[ciapug] Re: Re: MySQL 5 Stored Procedures (correction)

Tony Bibbs tony at tonybibbs.com
Mon Jul 24 12:32:05 CDT 2006


Excellent.  Fire over any questions if you have a hard time setting it 
up.  If you want to wire it up to an existing database you'll need to 
run 'creole' target with you execute propel-gen.  That generates a the 
meta-data for your database in a file called schema.xml.  From there you 
would run propel-gen with no target specified and that will generate all 
the persistable Propel model objects.

First time setup can be a bit frustrating as you get use to the various 
configuration files but once you figure it out it's a snap.

--Tony

Carl Olsen wrote:
> Okay, you have me convinced.  I'm downloading Propel right now and reading
> about Creole.
> 
> --
> Carl Olsen, MCSE
> Web Developer, CMS Implementation
> Marketing and Communications
> Drake University
> 2507 University Avenue
> 115 Old Main
> Des Moines, Iowa 50311-4505
> Phone: 515-271-2986
> Fax: 515-271-3798
> Carl.Olsen at drake.edu
> www.drake.edu
> 
> 
> -----Original Message-----
> From: ciapug-bounces at cialug.org [mailto:ciapug-bounces at cialug.org] On Behalf
> Of Tony Bibbs
> Sent: Monday, July 24, 2006 11:51 AM
> To: ciapug at cialug.org
> Subject: Re: [ciapug] Re: Re: MySQL 5 Stored Procedures (correction)
> 
> 
> 
> Daniel.Juliano at wellsfargo.com wrote:
>> Furthermore (from the original article):
>>
>> "I too find writing code like string s = "SELECT * FROM Foo WHERE Bar =
>> " + barValue; in your code not the right thing to do.
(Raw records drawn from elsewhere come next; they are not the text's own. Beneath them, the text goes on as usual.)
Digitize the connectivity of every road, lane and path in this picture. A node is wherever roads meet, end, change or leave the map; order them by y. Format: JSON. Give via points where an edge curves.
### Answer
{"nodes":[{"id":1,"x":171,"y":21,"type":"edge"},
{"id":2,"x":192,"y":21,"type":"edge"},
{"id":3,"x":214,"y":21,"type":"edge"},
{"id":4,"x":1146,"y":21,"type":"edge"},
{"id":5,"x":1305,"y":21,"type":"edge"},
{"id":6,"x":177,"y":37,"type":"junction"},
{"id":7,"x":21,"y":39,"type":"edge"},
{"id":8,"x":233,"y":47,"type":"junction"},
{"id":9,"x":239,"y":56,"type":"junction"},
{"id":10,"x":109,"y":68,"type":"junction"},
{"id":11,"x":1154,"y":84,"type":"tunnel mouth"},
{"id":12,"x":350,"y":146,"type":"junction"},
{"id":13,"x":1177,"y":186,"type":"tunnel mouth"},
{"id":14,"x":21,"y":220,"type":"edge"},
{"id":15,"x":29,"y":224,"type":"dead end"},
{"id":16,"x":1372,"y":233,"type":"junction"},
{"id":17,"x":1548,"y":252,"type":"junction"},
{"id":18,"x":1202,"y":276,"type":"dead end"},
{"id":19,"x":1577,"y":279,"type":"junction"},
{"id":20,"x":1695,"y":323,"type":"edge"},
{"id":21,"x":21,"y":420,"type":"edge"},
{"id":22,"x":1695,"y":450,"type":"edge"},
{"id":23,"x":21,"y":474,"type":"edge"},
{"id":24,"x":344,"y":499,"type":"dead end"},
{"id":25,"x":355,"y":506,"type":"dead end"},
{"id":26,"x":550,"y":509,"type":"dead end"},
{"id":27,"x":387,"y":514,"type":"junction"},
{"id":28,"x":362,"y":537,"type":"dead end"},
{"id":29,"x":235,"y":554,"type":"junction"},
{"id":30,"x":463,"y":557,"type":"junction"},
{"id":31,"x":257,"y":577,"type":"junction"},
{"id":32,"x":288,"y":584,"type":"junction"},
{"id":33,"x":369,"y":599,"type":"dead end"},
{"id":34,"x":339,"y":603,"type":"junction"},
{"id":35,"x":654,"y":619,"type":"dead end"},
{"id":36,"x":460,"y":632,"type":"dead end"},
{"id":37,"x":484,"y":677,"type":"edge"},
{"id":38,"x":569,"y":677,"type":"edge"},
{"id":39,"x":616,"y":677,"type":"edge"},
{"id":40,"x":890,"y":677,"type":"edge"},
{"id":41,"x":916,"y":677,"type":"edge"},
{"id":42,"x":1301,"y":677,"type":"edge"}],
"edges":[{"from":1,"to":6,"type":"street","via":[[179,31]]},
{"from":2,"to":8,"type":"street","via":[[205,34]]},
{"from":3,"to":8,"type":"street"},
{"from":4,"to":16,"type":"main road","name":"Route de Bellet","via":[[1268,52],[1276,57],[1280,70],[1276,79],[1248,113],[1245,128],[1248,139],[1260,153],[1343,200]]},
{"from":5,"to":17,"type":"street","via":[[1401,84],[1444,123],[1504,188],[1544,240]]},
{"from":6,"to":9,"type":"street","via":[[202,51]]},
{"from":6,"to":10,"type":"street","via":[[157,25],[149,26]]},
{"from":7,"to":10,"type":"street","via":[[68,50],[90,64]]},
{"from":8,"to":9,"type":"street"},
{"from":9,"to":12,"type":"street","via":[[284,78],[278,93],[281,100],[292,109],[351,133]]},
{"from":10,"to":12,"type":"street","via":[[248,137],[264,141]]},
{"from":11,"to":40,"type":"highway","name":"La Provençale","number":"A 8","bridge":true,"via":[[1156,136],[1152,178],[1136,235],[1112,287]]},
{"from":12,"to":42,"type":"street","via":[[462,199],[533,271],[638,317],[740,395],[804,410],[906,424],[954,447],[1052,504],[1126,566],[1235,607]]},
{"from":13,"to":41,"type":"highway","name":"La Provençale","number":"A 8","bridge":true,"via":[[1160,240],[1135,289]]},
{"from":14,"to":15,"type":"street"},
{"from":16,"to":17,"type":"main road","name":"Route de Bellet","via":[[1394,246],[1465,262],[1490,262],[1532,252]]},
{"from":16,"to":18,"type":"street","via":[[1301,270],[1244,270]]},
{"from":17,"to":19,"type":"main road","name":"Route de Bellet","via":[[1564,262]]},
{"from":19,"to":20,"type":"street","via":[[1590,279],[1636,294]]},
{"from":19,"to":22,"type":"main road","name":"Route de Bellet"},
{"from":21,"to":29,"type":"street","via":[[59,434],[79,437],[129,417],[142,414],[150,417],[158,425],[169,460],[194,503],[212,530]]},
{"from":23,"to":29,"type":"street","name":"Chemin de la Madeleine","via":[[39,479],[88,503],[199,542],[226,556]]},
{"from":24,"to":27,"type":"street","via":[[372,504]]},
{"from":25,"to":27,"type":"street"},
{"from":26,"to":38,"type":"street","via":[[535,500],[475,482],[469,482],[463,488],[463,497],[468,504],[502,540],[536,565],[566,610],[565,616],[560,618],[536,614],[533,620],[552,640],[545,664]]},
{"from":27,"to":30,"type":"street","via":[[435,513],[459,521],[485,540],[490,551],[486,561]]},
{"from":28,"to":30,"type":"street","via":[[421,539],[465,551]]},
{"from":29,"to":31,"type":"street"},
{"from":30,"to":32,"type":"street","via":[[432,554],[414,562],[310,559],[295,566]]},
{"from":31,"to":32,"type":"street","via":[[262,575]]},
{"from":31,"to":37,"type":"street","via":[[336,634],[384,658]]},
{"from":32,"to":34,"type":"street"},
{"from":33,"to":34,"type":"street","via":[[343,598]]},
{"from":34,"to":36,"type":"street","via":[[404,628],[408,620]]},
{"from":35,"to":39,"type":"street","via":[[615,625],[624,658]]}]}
However the
>> alternative is not stored procedures, it's a component that generates
>> this SQL on the fly so you don't have the disadvantages of stored
>> procedures and have the advantages of generating the SQL you need.
>> Writing such a component is a one-time effort, you can reuse that
>> component each time you access a database. Stored procedures are not the
>> answer, Dynamic SQL is."
> 
> Which is exactly what Propel gives you.  Dynamic, portable SQL in the 
> form of prepared statements.  In fact, much of your code won't even have 
> SQL embedded in it:
> 
> // Fetch an object, change it and save back to database.
> $myObj = new SomePropelObject()
> $myObj->setSomePrimaryKeyField($myPKValue);
> $myObj->get();
> 
> $myObj->setSomeField($someValue);
> $myObj->setSomeOtherField($someOtherValue);
> $myObj->save();
> 
> // Delete the object
> $myObj->delete();
> 
> So under the hood Propel generates all the prepared statements to do the 
> work above.
> 
> Also, I don't agree with the all-or-nothing approach (e.g. either 
> prepared statements or stored procedures).  I look at SP's as a tool for 
> performance tuning an application.  Many times I start up with 100% 
> dynamic SQL using Propel and we hit bottlenecks where the query is 
> simply too complex to do efficiently with dynamic SQL so I'll move that 
> to an SP.  Developers should be able to understand the 'why' part.
> 
> And I'm sorry about yet more Propel rhetoric...I'm even annoying myself 
> with it.  But it is really worth a good once over for any PHP5 developer.